Dikutip dari 163.com, 16 Maret 2022, media asal China tersebut menjelaskan bahwa pulau Natuna memiliki sejarah Tiongkok Kuno.

Bagi China, Natuna mereka sebut Zhanghai Qitou.

“Kepulauan Natuna memiliki hubungan yang mendalam dengan Tiongkok kuno.

“Sebelum Dinasti Han, orang dahulu menyebut tempat ini Zhanghai, yang disebut Kepulauan Natuna sebagai Zhanghai Qitou, dan menyebut Pulau Natuna sebagai Qitou Besar,” jelasnya.

Kemudian pada zaman Dinasti Song, kapal-kapal asing yang melewati Natuna menganggap pulau tersebut milik kerajaan China.

“Pada Dinasti Song, karena perkembangan pelayaran, banyak kapal di sini, dan kapal asing yang melewati Natuna dianggap telah masuk ke wilayah China.”

Dinasti Ming

Beranjak ke era Dinasti Ming, kerajaan mengutus Zheng He atau akrab dikenal di telinga publik Indonesia Laksamana Cheng Ho melakukan pelayaran ke Nusantara.

Cheng Ho ini dikenal dalam literatur China kuno sebaga ‘Pelayaran Zheng He ke Barat’.

“Keakraban antara China dan Kepulauan Natuna dimulai pada Dinasti Ming. Dispekulasikan bahwa Zhu Di, nenek moyang Dinasti Ming, memulai karirnya di Pertempuran Jingnan dan merupakan seorang perampas kekuasaan. Untuk menemukan Kaisar Jianwen yang hilang, dia memerintahkan Zheng He untuk melakukan tujuh pelayaran ke Bar membuka yang terbesar era “Pelayaran Zheng He ke Barat” dalam sejarah Tiongkok kuno,” ungkapnya.

Cheng Ho sebelum memasuki wilayah Nusantara, transit dulu di pulau Zhanghai Qitou alias Natuna.

“Karena lokasi lalu lintasnya, Dajiqitou digunakan oleh armada Zheng He sebagai pos pos pertama di laut, yang mengawali sejarah pengelolaan Kepulauan Natuna oleh Tiongkok.

“Bagan Navigasi Zheng He” dari Dinasti Ming menggambarkan lokasi Jijiqitou (Natuna).” papar 163.com.

Untuk memperkuat legitimisasi, Dinasti Ming mengubah nama Zhanghai Qitou menjadi Wanshengyu, Anbuna.

Dinasti Ming disebut mengelola kepulauan Natuna selama 200 tahun yang merupakan koloni terjauh di Utara.

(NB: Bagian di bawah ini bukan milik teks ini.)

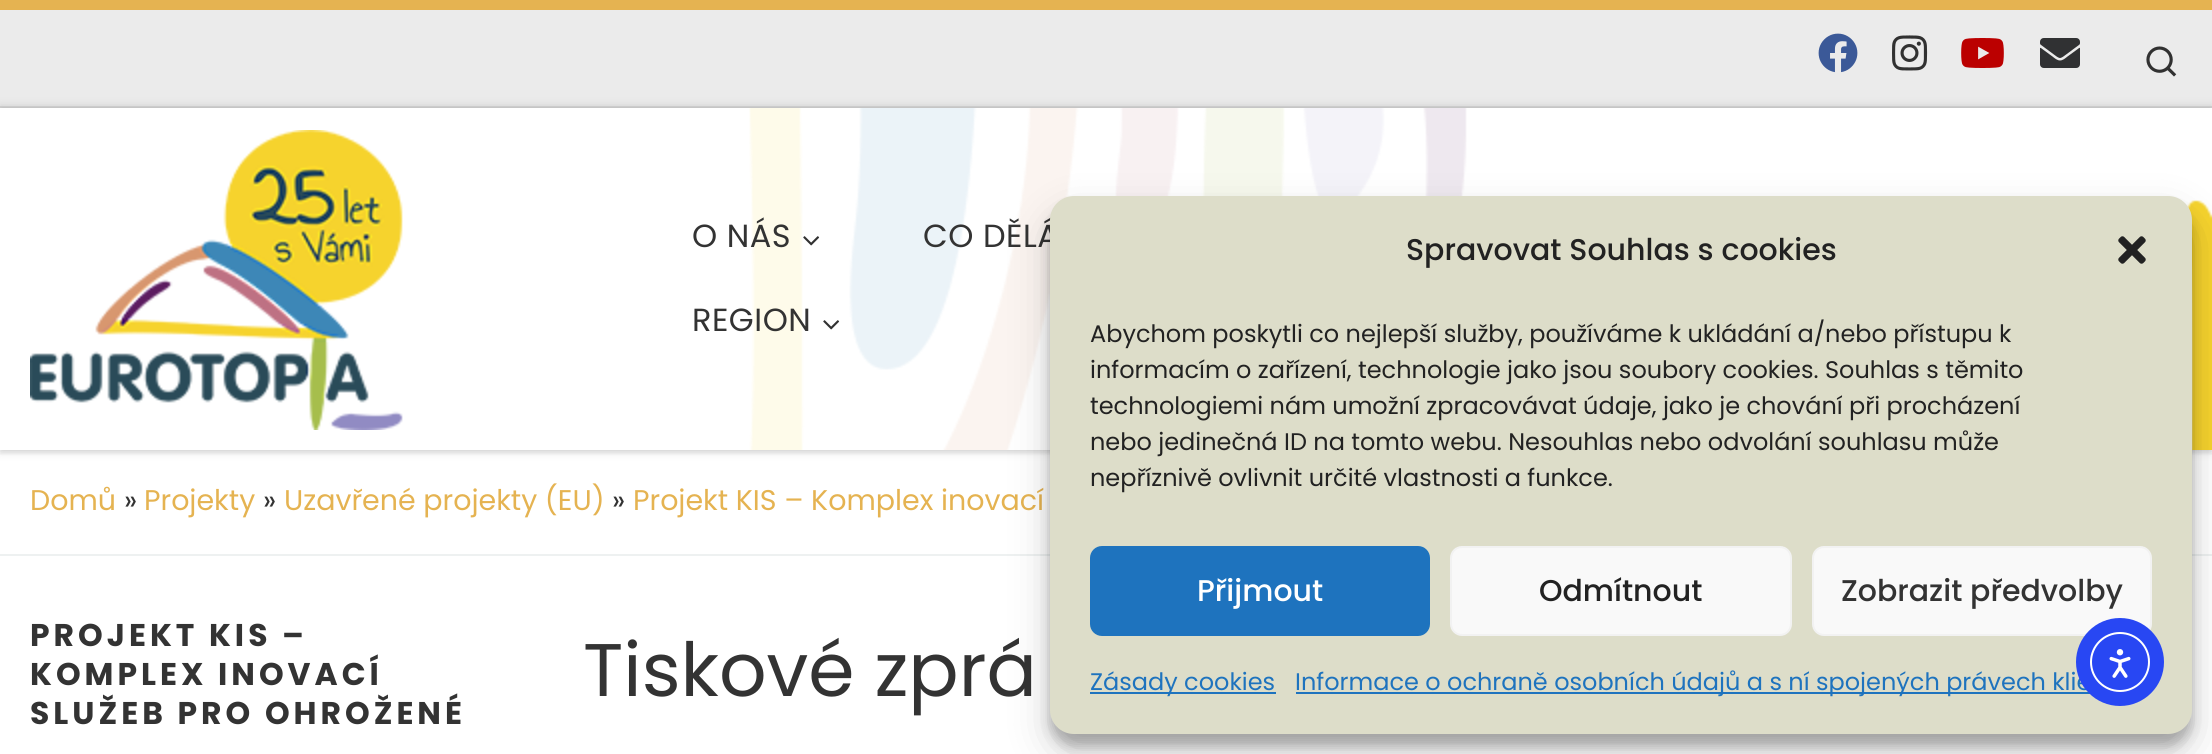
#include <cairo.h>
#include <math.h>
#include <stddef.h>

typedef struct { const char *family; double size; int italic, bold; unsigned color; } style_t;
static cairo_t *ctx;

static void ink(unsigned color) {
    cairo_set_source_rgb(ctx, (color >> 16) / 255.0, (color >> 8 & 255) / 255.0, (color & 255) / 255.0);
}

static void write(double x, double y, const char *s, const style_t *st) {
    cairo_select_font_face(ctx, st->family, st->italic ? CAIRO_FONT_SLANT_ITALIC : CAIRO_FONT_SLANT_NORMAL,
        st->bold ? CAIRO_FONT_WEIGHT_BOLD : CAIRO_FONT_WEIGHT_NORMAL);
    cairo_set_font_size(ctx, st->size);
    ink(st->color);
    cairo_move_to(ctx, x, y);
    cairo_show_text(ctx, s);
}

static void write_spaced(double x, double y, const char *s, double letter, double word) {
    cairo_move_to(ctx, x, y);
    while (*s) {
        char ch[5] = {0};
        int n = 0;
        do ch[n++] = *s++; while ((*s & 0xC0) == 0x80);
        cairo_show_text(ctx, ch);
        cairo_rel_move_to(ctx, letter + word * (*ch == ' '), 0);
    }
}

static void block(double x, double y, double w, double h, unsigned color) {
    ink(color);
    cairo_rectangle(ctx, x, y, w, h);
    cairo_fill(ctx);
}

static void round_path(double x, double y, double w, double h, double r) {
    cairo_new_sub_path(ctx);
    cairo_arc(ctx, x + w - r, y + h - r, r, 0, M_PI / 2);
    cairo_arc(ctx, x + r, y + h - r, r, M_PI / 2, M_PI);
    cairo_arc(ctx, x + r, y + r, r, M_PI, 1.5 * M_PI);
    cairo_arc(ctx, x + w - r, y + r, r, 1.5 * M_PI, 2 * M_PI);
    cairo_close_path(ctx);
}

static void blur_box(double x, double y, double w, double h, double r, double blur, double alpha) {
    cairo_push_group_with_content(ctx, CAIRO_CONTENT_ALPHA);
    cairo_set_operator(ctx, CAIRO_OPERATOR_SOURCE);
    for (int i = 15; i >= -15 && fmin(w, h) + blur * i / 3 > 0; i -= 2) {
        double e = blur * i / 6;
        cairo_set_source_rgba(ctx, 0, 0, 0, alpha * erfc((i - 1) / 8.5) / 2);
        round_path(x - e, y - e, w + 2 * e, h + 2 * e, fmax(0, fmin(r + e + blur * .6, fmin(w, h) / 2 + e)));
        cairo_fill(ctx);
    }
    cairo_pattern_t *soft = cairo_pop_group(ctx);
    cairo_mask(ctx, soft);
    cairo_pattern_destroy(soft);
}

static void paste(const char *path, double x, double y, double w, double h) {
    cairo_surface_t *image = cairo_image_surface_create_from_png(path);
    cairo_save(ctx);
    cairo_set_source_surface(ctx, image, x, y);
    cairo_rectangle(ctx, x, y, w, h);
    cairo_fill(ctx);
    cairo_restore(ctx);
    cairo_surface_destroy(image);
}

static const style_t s1 = {"Poppins", 28.5, 0, 0, 0xe5b351};
static const style_t s2 = {"Poppins", 28.5, 0, 0, 0x333333};
static const style_t s3 = {"Poppins", 74.5, 0, 0, 0x333333};
static const style_t s4 = {"Poppins Medium", 30, 0, 0, 0x222222};
static const style_t s5 = {"Poppins", 24, 0, 0, 0x222222};
static const style_t s6 = {"Poppins Medium", 30, 0, 0, 0xffffff};
static const style_t s7 = {"Poppins Medium", 30, 0, 0, 0x333333};
static const style_t s8 = {"Poppins", 24, 0, 0, 0x1e73be};

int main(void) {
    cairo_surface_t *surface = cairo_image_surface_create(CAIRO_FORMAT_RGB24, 2212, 754);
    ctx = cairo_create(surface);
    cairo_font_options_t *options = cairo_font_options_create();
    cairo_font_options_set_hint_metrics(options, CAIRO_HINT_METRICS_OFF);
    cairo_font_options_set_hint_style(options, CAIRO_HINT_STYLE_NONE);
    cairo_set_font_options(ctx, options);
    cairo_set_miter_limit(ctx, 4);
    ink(0xffffff);
    cairo_paint(ctx);
    cairo_save(ctx);
    cairo_rectangle(ctx, 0, 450, 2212, 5);
    cairo_clip(ctx);
    ink(0x666666);
    blur_box(0, 4, 2212, 450, 0, 2, 0.08);
    cairo_restore(ctx);
    block(0, 0, 2212, 10, 0xe5b351);
    block(0, 10, 2212, 96, 0xebebeb);
    block(0, 106, 2212, 2, 0xdadada);
    paste("pic1.png", 1818, 33, 40, 40);
    paste("pic2.png", 1892, 35, 36, 36);
    paste("pic3.png", 1961, 38, 43, 30);
    paste("pic4.png", 2040, 38, 40, 30);
    paste("pic5.png", 2146, 46, 31, 31);
    cairo_save(ctx);
    cairo_set_fill_rule(ctx, CAIRO_FILL_RULE_EVEN_ODD);
    cairo_new_path(ctx);
    cairo_move_to(ctx, 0, 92);
    cairo_line_to(ctx, 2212, 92);
    cairo_line_to(ctx, 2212, 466);
    cairo_line_to(ctx, 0, 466);
    cairo_close_path(ctx);
    cairo_move_to(ctx, 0, 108);
    cairo_line_to(ctx, 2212, 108);
    cairo_line_to(ctx, 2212, 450);
    cairo_line_to(ctx, 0, 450);
    cairo_close_path(ctx);
    cairo_clip(ctx);
    ink(0x000000);
    blur_box(0, 108, 2212, 342, 0, 5, 0.2);
    cairo_restore(ctx);
    paste("pic6.png", 749, 108, 1463, 342);
    paste("pic7.png", 30, 130, 373, 300);
    cairo_select_font_face(ctx, "Poppins", CAIRO_FONT_SLANT_NORMAL, CAIRO_FONT_WEIGHT_NORMAL);
    cairo_set_font_size(ctx, 32);
    ink(0x333333);
    write_spaced(692, 247, "O NÁS", 0.5, 0);
    paste("pic8.png", 803, 236, 17, 10);
    write_spaced(923, 247, "CO DĚLÁ", 0.5, 0);
    write_spaced(692, 331, "REGION", 0.5, 0);
    paste("pic8.png", 823, 320, 17, 10);
    block(0, 554, 2212, 2, 0xeef1f1);
    write(30, 510, "Domů", &s1);
    write(124, 510, "»", &s2);
    write(144, 510, "Projekty", &s1);
    write(263, 510, "»", &s2);
    write(284, 510, "Uzavřené projekty (EU)", &s1);
    write(612, 510, "»", &s2);
    write(633, 510, "Projekt KIS – Komplex inovací", &s1);
    cairo_select_font_face(ctx, "Poppins", CAIRO_FONT_SLANT_NORMAL, CAIRO_FONT_WEIGHT_BOLD);
    cairo_set_font_size(ctx, 31.4);
    ink(0x333333);
    write_spaced(30, 646, "PROJEKT KIS –", 4, 0);
    write_spaced(30, 685, "KOMPLEX INOVACÍ", 4, 0);
    write_spaced(30, 724, "SLUŽEB PRO OHROŽENÉ", 4, 0);
    write(583, 696, "Tiskové zprá", &s3);
    ink(0x000000);
    blur_box(1050, 208, 1142, 538, 24, 6, 0.23);
    blur_box(1050, 216, 1142, 538, 24, 20, 0.19);
    ink(0xddddc9);
    round_path(1050, 196, 1142, 538, 24);
    cairo_fill(ctx);
    write(1406, 260, "Spravovat Souhlas s cookies", &s4);
    paste("pic9.png", 2118, 236, 28, 28);
    write(1090, 342, "Abychom poskytli co nejlepší služby, používáme k ukládání a/nebo přístupu k", &s5);
    write(1090, 378, "informacím o zařízení, technologie jako jsou soubory cookies. Souhlas s těmito", &s5);
    write(1090, 414, "technologiemi nám umožní zpracovávat údaje, jako je chování při procházení", &s5);
    write(1090, 450, "nebo jedinečná ID na tomto webu. Nesouhlas nebo odvolání souhlasu může", &s5);
    write(1090, 486, "nepříznivě ovlivnit určité vlastnosti a funkce.", &s5);
    ink(0x1e73be);
    round_path(1091, 547, 338, 88, 11);
    cairo_fill_preserve(ctx);
    cairo_stroke(ctx);
    write(1197, 601, "Přijmout", &s6);
    ink(0xf9f9f9);
    round_path(1451, 547, 340, 88, 11);
    cairo_fill_preserve(ctx);
    ink(0xf2f2f2);
    cairo_stroke(ctx);
    write(1539, 601, "Odmítnout", &s4);
    ink(0xf9f9f9);
    round_path(1813, 547, 338, 88, 11);
    cairo_fill_preserve(ctx);
    ink(0xf2f2f2);
    cairo_stroke(ctx);
    write(1841, 601, "Zobrazit předvolby", &s7);
    block(1090, 692, 186, 2, 0x1e73be);
    write(1090, 690, "Zásady cookies", &s8);
    block(1296, 692, 794, 2, 0x1e73be);
    write(1295, 690, "Informace o ochraně osobních údajů a s ní spojených právech klie", &s8);
    ink(0x2847f3);
    cairo_new_path(ctx);
    cairo_arc(ctx, 2120, 662, 44, 0, 2 * M_PI);
    cairo_fill(ctx);
    cairo_arc(ctx, 2120, 662, 29, 0, 2 * M_PI);
    ink(0xffffff);
    cairo_stroke(ctx);
    paste("pic10.png", 2109, 649, 22, 29);
    cairo_surface_write_to_png(surface, "screenshot.png");
    cairo_font_options_destroy(options);
    cairo_destroy(ctx);
    cairo_surface_destroy(surface);
    return 0;
}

“Pada 1433 M, Xuanzong Zhu Yawen dari Dinasti Ming (maaf, ada kebakaran di Dinasti Ming), yaitu Zhu Zhanji memutuskan untuk memberikan kata “Wanshengyu, Anbuna”, dan sejak itu memiliki nama resmi.

Orang-orang Dinasti Ming sebenarnya mengelola di sini selama 200 tahun, yang dapat dipahami sebagai koloni pertama Dinasti Ming.”

Sejarah kemudian berubah kembali saat Dinasti Ming hancur diman ada penduduk asli dari Chaozhou, Guangdong sebanyak 300 orang yang pro Dinasti Ming ‘bedol desa’ kabur dari kekuasaan Dinasti Qing ke Natuna.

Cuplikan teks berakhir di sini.